## Work instruction
Copy each line of the records below that mentions the word "Build".

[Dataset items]
----------

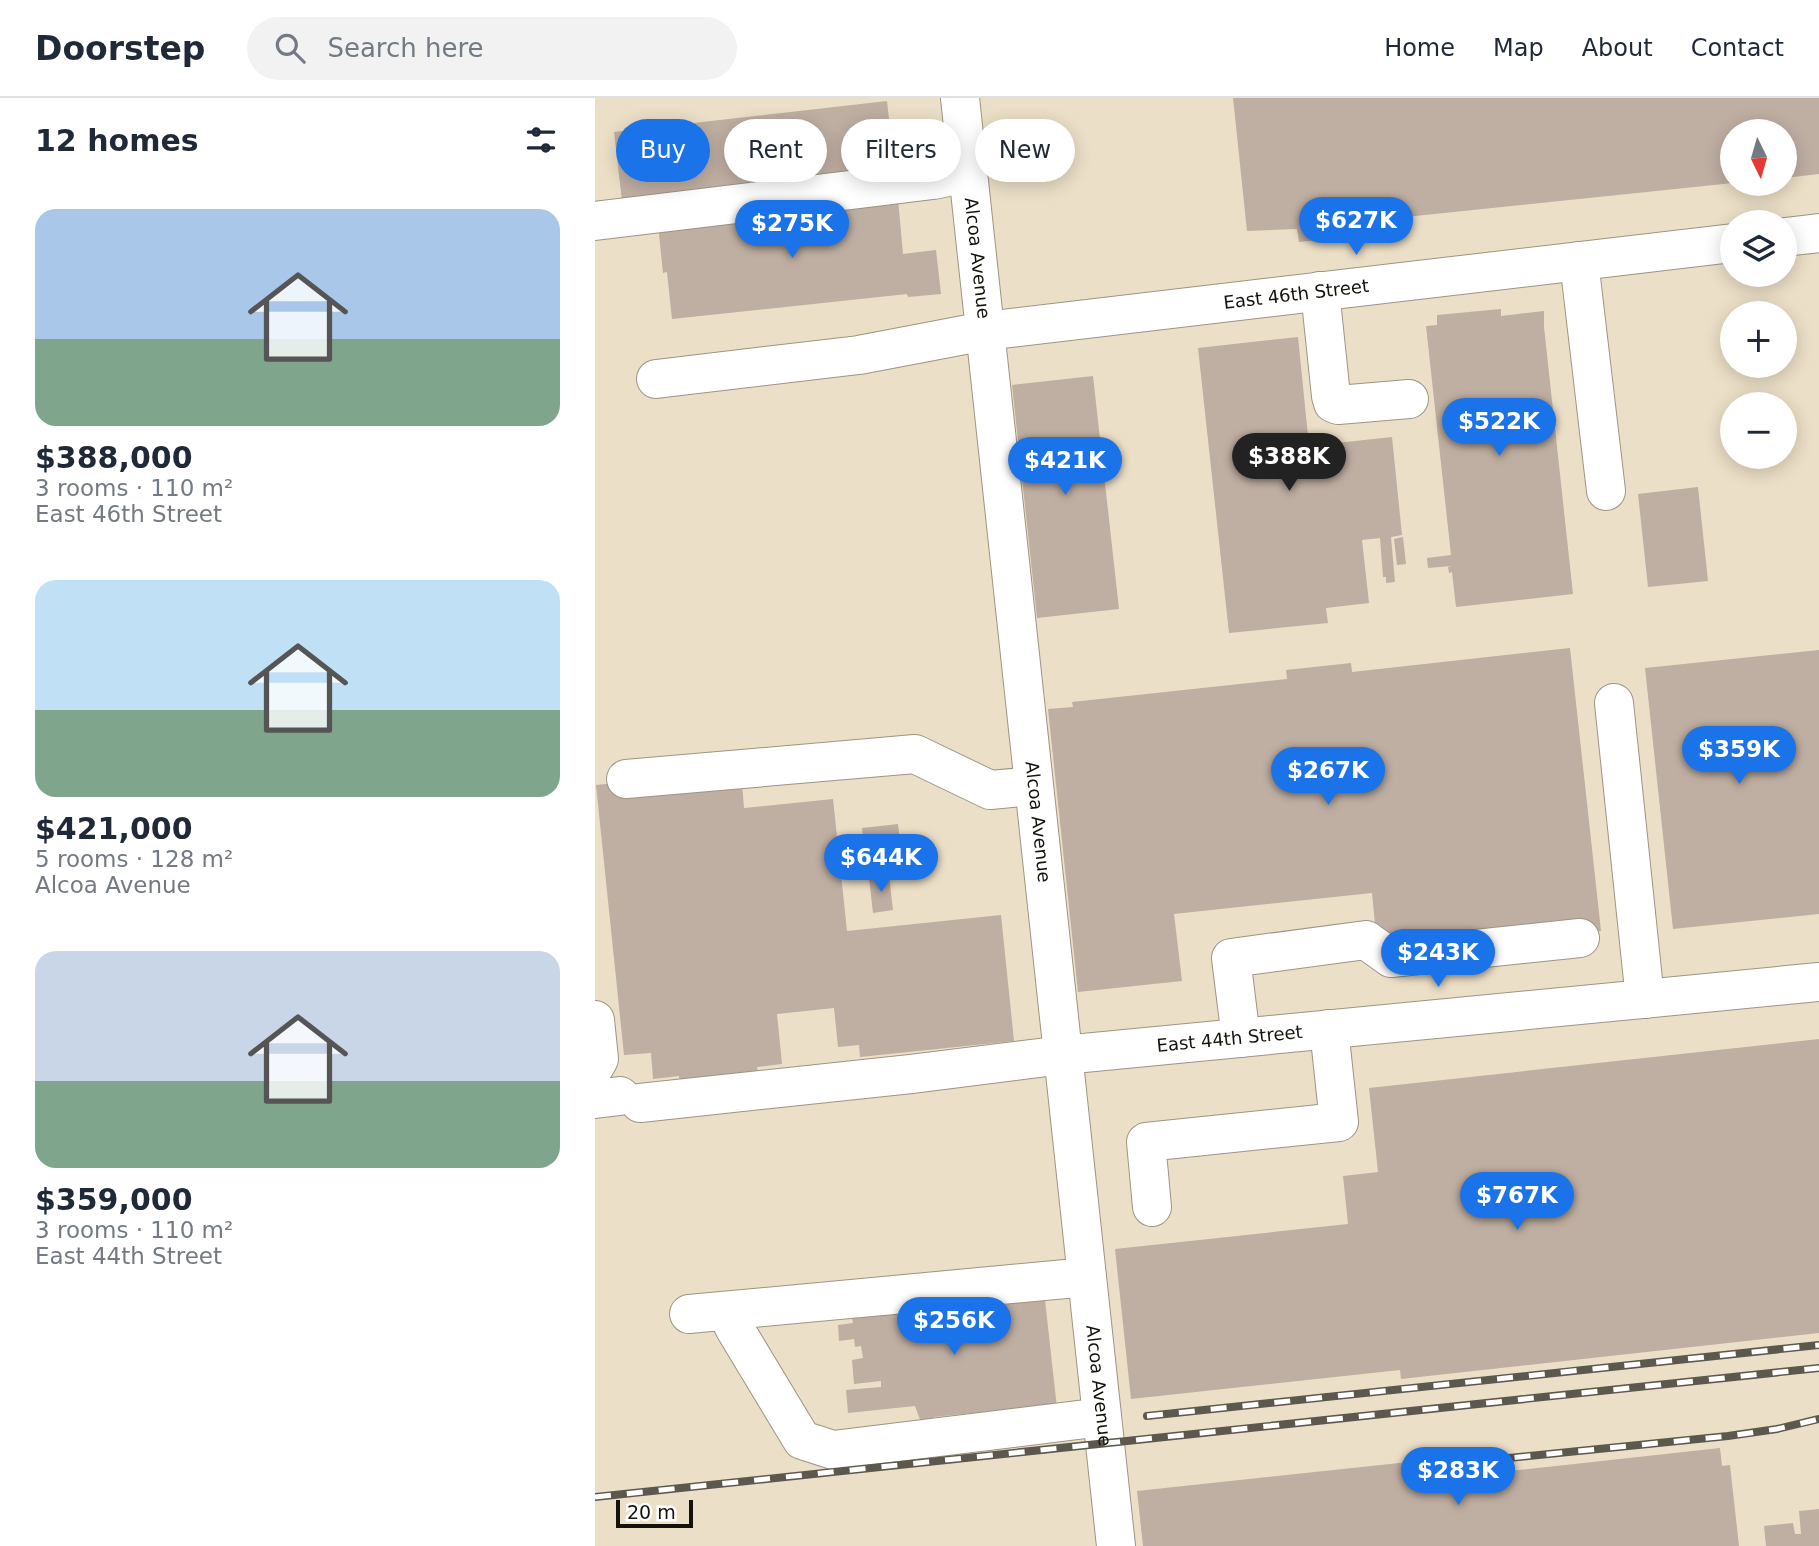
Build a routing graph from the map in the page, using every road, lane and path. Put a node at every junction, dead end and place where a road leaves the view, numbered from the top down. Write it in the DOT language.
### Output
graph roads {
  1 [pos="960,98"];
  2 [pos="968,173"];
  3 [pos="595,220"];
  4 [pos="1819,233"];
  5 [pos="1797,236"];
  6 [pos="1720,245"];
  7 [pos="1579,261"];
  8 [pos="1320,291"];
  9 [pos="985,331"];
  10 [pos="656,379"];
  11 [pos="1409,399"];
  12 [pos="1606,491"];
  13 [pos="1614,703"];
  14 [pos="627,779"];
  15 [pos="1034,786"];
  16 [pos="1580,938"];
  17 [pos="1819,982"];
  18 [pos="1645,999"];
  19 [pos="595,1020"];
  20 [pos="1329,1029"];
  21 [pos="1241,1038"];
  22 [pos="1063,1055"];
  23 [pos="595,1066"];
  24 [pos="618,1099"];
  25 [pos="1152,1206"];
  26 [pos="1087,1277"];
  27 [pos="726,1311"];
  28 [pos="689,1314"];
  29 [pos="1102,1417"];
  30 [pos="1116,1546"];
  1 -- 2 [label="street, Alcoa Avenue"];
  2 -- 3 [label="street"];
  2 -- 9 [label="street, Alcoa Avenue"];
  4 -- 5 [label="street"];
  6 -- 7 [label="street, East 46th Street"];
  7 -- 8 [label="street, East 46th Street"];
  7 -- 12 [label="street"];
  8 -- 9 [label="street, East 46th Street"];
  8 -- 11 [label="street"];
  9 -- 10 [label="street, East 46th Street"];
  9 -- 15 [label="street, Alcoa Avenue"];
  13 -- 18 [label="street"];
  14 -- 15 [label="street"];
  15 -- 22 [label="street, Alcoa Avenue"];
  16 -- 21 [label="street"];
  17 -- 18 [label="street, East 44th Street"];
  18 -- 20 [label="street, East 44th Street"];
  19 -- 23 [label="street"];
  20 -- 21 [label="street, East 44th Street"];
  20 -- 25 [label="street"];
  21 -- 22 [label="street, East 44th Street"];
  22 -- 24 [label="street, East 44th Street"];
  22 -- 26 [label="street, Alcoa Avenue"];
  26 -- 27 [label="street"];
  26 -- 29 [label="street, Alcoa Avenue"];
  27 -- 28 [label="street"];
  27 -- 29 [label="street"];
  29 -- 30 [label="street, Alcoa Avenue"];
}
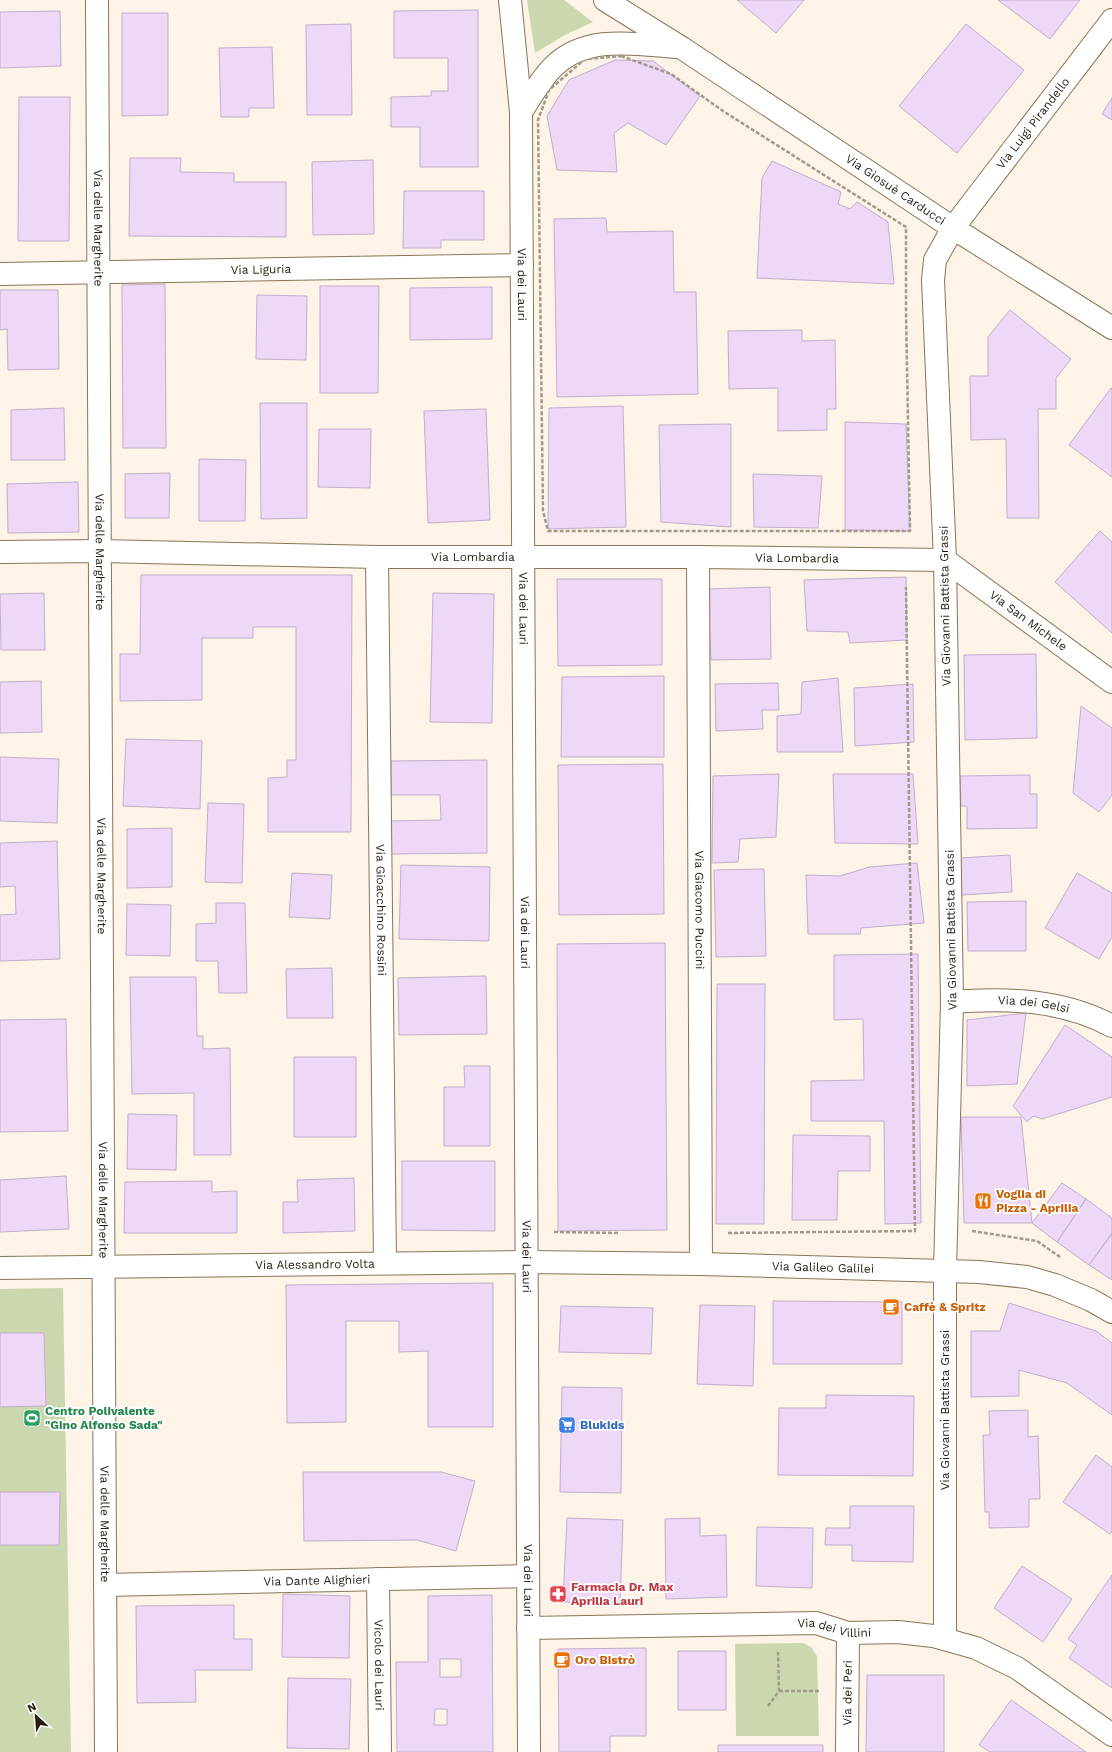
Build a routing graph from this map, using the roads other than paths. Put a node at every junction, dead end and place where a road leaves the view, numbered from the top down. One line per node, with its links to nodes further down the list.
1 (97, 0): 9 (street, Via delle Margherite)
2 (510, 0): 6 (street, Via dei Lauri)
3 (605, 0): 5 (street, Via Giosuè Carducci)
4 (1112, 20): 7 (street, Via Luigi Pirandello)
5 (682, 48): 6 (street); 7 (street, Via Giosuè Carducci)
6 (521, 112): 8 (street, Via dei Lauri)
7 (953, 228): 11 (street, Via Giosuè Carducci); 17 (street, Via Giovanni Battista Grassi)
8 (522, 265): 9 (street, Via Liguria); 15 (street, Via dei Lauri)
9 (100, 273): 10 (street, Via Liguria); 13 (street, Via delle Margherite)
10 (0, 274)
11 (1112, 328)
12 (0, 552): 13 (street, Via Lombardia)
13 (100, 552): 14 (street, Via Lombardia); 24 (street, Via delle Margherite)
14 (377, 557): 15 (street, Via Lombardia); 22 (street, Via Gioacchino Rossini)
15 (523, 557): 16 (street, Via Lombardia); 21 (street, Via dei Lauri)
16 (698, 557): 17 (street, Via Lombardia); 23 (street, Via Giacomo Puccini)
17 (945, 560): 18 (street, Via San Michele); 19 (street, Via Giovanni Battista Grassi)
18 (1112, 682)
19 (952, 1002): 20 (street, Via dei Gelsi); 26 (street, Via Giovanni Battista Grassi)
20 (1112, 1026)
21 (526, 1262): 22 (street, Via Alessandro Volta); 23 (street, Via Galileo Galilei); 28 (street, Via dei Lauri)
22 (384, 1263): 24 (street, Via Alessandro Volta)
23 (701, 1264): 26 (street, Via Galileo Galilei)
24 (103, 1267): 25 (street, Via Alessandro Volta); 30 (street, Via delle Margherite)
25 (0, 1268)
26 (945, 1271): 27 (street, Via Galileo Galilei); 33 (street, Via Giovanni Battista Grassi)
27 (1112, 1312)
28 (528, 1576): 29 (street, Via Dante Alighieri); 31 (street, Via dei Lauri)
29 (378, 1579): 30 (street, Via Dante Alighieri); 36 (street, Vicolo dei Lauri)
30 (105, 1585): 35 (street, Via delle Margherite)
31 (528, 1628): 32 (street, Via dei Villini); 37 (street, Via dei Lauri)
32 (848, 1633): 33 (street, Via dei Villini); 38 (street, Via dei Peri)
33 (945, 1638): 34 (street, Via dei Villini)
34 (1112, 1734)
35 (106, 1752)
36 (380, 1752)
37 (529, 1752)
38 (847, 1752)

----------

## Task solution
Build a routing graph from the map in the page, using every road, lane and path. Put a node at every junction, dead end and place where a road leaves the view, numbered from the top down. Write it in the DOT language.
Build a routing graph from this map, using the roads other than paths. Put a node at every junction, dead end and place where a road leaves the view, numbered from the top down. One line per node, with its links to nodes further down the list.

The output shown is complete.